Discover the Network Search Capabilities of the Boost Graph Library
The Boost C++ libraries, or simply Boost, are an unusual beast in the domain of language and library development. First and foremost, Boost provides free peer-reviewed portable C++ source libraries. Unlike application-specific solutions, Boost libraries are intended to be widely useful and usable across a broad spectrum of applications. Boost includes more than just containers, iterators, and algorithms; you also get a powerful Regular Expression (regex), threads, advanced math, I/O, memory management, and parsing librariesjust to name a few. The license encourages both commercial and non-commercial use.
More impressively, Boost has been pushing the C++ standard quite hard in two distinct ways:
- It has legitimized some bleeding-edge techniques, such as template metaprogramming.
- It has led the way for expanding the scope of the C++ Library like no other project has.
As a result, 10 Boost libraries are already included in the C++ Standards Committee's Library Technical Report #1 (TR1), which is a step toward becoming part of a future C++ Standard, and more Boost libraries are proposed for the upcoming TR2. (This push probably is due in large part to the participation of industry heavyweights such as Dave Abrahams, Nicolai Josuttis, and others who participate in ANSI/ISO C++ committees.)
Covering all the Boost libraries is beyond the scope of any single article. This article concentrates on the Boost Graph Library (BGL), which can offer a quick and easy solution for some graph searching problems you encounter. For Win32 developers, getting started requires only downloading and unzipping the source files. Unlike most traditional libraries, you don't need to link with any .LIB or .SO files. Because Boost uses the STL approach, using it is a matter of including the header files and compiling your own code. (Boost newbies should check out Beyond The C++ Standard Library: An Introduction to Boost by Björn Karlsson, 2005.)
Boost works on almost any modern operating system, including UNIX and Windows variants. In fact, most popular Linux and Unix distributions such as Fedora, Debian, and NetBSD come with pre-built Boost packages.
Boost Graph Library: What's a Graph Anyway?

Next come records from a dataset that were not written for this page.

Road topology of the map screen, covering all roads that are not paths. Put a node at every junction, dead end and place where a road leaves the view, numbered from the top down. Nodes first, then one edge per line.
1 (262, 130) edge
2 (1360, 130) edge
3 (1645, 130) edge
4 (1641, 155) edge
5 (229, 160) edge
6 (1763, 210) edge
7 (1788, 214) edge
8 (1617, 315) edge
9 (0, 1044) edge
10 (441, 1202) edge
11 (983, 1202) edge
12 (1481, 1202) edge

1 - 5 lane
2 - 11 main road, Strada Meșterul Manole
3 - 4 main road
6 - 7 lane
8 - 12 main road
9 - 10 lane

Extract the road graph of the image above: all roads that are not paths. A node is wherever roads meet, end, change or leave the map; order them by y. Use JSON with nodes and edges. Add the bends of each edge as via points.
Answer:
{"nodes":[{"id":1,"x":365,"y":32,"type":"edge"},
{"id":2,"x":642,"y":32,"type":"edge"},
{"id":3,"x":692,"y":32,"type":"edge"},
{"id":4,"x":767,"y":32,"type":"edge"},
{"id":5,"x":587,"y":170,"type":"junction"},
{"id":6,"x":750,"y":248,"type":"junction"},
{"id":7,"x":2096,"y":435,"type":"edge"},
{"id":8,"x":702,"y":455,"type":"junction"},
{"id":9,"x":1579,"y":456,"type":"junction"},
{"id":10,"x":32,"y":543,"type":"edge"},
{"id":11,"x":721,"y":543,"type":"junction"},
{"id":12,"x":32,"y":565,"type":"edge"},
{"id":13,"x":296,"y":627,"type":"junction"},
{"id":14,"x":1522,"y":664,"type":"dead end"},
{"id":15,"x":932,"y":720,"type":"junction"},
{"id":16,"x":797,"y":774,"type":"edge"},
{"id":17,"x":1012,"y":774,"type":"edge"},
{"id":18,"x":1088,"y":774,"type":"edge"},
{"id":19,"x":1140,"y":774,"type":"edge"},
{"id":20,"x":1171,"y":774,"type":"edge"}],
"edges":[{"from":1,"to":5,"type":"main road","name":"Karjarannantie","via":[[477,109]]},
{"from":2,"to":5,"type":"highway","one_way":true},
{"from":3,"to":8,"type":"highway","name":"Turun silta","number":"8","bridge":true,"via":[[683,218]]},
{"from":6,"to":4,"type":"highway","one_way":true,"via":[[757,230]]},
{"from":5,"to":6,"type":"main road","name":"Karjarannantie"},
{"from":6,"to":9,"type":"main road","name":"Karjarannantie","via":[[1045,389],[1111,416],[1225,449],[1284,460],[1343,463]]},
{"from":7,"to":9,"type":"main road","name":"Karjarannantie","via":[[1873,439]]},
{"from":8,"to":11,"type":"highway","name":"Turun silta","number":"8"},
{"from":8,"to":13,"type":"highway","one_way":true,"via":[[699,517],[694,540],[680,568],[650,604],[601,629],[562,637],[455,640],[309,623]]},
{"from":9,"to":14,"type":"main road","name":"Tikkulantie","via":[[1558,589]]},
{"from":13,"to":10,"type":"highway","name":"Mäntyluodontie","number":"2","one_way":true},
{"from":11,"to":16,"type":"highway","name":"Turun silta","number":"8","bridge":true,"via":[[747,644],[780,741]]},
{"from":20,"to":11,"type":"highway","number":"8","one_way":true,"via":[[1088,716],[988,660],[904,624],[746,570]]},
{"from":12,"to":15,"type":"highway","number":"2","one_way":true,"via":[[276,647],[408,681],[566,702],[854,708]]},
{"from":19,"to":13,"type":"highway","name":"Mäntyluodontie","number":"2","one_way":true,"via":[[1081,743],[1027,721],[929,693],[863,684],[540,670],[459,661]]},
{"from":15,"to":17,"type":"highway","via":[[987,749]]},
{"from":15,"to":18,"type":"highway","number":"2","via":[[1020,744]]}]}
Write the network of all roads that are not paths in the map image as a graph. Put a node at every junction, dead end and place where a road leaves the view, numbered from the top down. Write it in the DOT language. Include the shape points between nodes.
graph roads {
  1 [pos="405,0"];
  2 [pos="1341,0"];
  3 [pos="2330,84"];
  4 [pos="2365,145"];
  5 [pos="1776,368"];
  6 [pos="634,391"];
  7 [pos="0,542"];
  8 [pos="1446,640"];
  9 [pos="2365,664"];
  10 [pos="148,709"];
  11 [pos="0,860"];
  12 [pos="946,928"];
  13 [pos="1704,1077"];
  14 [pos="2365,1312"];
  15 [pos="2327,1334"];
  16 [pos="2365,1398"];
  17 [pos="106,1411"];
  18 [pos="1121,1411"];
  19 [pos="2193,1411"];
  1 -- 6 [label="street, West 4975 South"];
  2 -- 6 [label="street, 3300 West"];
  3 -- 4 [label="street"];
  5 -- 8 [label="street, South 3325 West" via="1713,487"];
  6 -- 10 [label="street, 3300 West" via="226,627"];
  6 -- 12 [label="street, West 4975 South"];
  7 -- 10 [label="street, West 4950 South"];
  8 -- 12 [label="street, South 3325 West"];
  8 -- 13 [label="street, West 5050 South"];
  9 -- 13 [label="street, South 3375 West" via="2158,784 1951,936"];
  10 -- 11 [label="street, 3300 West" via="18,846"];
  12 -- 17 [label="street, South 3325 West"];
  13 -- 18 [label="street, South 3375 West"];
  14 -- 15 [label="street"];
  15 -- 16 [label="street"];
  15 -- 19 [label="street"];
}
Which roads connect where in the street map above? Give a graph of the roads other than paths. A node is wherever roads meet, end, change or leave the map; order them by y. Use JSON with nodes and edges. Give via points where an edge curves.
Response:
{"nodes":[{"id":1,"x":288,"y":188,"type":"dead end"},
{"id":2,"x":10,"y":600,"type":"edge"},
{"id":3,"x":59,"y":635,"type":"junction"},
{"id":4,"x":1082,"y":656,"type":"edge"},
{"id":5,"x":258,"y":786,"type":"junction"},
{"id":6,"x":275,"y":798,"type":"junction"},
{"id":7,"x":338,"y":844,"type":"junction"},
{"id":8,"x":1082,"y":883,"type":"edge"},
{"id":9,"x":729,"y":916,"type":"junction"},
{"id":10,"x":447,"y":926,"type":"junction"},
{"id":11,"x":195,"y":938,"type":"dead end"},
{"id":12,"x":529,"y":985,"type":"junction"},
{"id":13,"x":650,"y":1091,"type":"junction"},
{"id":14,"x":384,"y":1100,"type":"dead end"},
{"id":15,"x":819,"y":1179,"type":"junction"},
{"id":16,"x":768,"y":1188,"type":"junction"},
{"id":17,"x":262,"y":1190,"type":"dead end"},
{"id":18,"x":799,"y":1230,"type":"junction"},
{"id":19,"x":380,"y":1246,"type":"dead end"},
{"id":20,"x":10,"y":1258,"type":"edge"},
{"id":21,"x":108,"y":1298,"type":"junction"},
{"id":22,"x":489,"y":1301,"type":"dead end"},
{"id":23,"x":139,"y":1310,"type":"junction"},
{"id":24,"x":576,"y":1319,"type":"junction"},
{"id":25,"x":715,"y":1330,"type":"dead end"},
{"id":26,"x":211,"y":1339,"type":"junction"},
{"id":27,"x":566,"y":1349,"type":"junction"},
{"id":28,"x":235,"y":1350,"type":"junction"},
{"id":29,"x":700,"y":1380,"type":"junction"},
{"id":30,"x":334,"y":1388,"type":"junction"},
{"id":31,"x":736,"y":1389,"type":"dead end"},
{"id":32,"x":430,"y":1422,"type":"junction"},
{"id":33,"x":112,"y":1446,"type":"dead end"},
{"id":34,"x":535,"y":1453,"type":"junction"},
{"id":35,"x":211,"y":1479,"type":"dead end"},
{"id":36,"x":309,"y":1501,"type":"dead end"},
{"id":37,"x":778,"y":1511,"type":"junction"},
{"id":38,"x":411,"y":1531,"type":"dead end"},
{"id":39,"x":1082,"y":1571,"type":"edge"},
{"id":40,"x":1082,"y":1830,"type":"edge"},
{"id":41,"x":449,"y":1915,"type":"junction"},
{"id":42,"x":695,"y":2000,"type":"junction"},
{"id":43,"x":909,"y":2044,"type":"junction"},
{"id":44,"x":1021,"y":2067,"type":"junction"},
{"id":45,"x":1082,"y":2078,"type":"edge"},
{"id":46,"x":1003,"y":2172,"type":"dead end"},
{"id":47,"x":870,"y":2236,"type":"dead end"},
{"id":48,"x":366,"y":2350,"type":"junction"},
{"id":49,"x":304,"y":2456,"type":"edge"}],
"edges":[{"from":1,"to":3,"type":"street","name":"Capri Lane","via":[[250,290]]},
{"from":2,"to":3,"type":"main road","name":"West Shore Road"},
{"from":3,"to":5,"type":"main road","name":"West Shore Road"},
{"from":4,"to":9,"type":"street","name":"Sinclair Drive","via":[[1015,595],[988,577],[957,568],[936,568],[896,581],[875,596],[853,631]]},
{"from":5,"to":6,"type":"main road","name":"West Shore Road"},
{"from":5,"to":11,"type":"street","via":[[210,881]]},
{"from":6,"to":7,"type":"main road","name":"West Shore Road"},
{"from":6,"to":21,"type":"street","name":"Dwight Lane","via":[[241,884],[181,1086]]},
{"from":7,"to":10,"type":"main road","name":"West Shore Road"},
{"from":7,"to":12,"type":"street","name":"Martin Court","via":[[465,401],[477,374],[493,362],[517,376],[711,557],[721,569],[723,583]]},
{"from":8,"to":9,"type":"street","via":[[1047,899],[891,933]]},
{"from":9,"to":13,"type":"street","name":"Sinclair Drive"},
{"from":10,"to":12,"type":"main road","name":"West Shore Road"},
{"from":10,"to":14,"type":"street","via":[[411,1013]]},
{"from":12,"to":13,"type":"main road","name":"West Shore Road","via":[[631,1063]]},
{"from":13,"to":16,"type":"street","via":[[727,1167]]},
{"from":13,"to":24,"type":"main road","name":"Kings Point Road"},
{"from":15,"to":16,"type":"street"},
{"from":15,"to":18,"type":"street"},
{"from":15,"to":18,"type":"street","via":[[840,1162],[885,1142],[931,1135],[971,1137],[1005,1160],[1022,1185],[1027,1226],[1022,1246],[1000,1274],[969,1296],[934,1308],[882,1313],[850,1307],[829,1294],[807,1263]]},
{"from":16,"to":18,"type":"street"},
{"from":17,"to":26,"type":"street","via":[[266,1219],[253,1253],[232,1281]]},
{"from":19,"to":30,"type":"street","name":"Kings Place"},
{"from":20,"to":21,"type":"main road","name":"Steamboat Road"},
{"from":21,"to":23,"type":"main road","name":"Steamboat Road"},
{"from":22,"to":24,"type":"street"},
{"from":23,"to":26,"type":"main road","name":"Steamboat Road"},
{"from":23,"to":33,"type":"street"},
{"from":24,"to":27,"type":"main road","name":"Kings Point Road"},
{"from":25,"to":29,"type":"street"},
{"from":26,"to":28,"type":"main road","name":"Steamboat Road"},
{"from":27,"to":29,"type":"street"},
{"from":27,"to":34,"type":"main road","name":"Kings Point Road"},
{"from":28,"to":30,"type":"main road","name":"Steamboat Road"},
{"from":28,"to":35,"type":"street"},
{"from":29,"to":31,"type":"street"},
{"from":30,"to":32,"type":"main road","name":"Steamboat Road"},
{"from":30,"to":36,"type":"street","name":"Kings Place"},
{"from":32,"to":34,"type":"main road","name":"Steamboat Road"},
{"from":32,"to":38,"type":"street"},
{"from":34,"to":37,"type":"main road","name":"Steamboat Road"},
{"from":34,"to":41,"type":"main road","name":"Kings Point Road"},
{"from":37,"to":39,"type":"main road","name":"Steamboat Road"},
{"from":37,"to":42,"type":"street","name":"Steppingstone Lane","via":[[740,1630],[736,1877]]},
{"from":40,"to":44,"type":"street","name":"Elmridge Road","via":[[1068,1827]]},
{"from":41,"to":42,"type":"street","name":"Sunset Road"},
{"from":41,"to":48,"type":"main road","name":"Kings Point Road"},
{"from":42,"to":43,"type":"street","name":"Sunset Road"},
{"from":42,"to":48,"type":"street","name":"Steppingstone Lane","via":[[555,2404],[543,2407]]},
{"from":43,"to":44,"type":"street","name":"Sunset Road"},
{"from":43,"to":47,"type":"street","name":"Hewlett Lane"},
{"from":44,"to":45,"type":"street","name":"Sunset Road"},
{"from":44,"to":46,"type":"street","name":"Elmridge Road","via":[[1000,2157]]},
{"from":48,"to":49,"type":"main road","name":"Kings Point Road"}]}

If you expected to read about graphics when you saw Boost Graph Library, you may be disappointed. Graphs are not graphics, but rather a fundamental area of study in discrete mathematics. Basically, a graph is a set of vertices connected by edges. A vertex (or node) might represent a state of operation ("stopped"), a destination ("Los Angeles"), or whatever your imagination requires. The edges (or arcs) connect the nodes and may be one-way ("directed") or two-way ("undirected"). Edges can even be assigned a weight, which might represent distance, cost, or time. Our old friend the binary-tree is but one special example of a graph.
How does this relate to application development today? Well, if you used MapQuest this week, made a call over a long-distance network, used the Linked In contact manager, or ran a "link-checker" on your Web site, you implicitly entered data into someone's graph solver system. Nowadays, data mining has moved past the obvious connections and into the realm of discovering and optimizing relationships. To enable you to bring your applications into this realm, Boost integrates with your code in the same way that other template library algorithms and containers do.
Sample App: Six Degrees of Kevin Bacon
I asked author Jeremy Siek for help in producing a BGL demo that would both solve a problem that many people recognize and have some application to searching networks. We came up with a compact solution for the Six Degrees of Kevin Bacon game. In a nutshell, the idea is to link actor "X" with a movie that Kevin Bacon starred in using the minimum number of links. Confused? Here's an example showing the relationship between Star Wars' Mark Hamill and Kevin Bacon:
- Mark Hamill was in The Little Mermaid (1989) with Jim Cummings.
- Jim Cummings was in Balto (1995) with Kevin Bacon.
Therefore, Mark Hamill has a Bacon number of 2.
Aficionados of graph theory immediately recognize this as a classic breadth-first search problem. The breadth-first search (BFS) exhaustively searches a graph and can solve several queries, including finding the shortest path between two unweighted nodes and testing for bipartiteness. BFS leaves no stone unturned, so it is the perfect algorithm for when you require 100 percent coverage of the graph. An important characteristic of BFS is that it discovers vertices with smaller shortest-path distances before vertices with larger distances.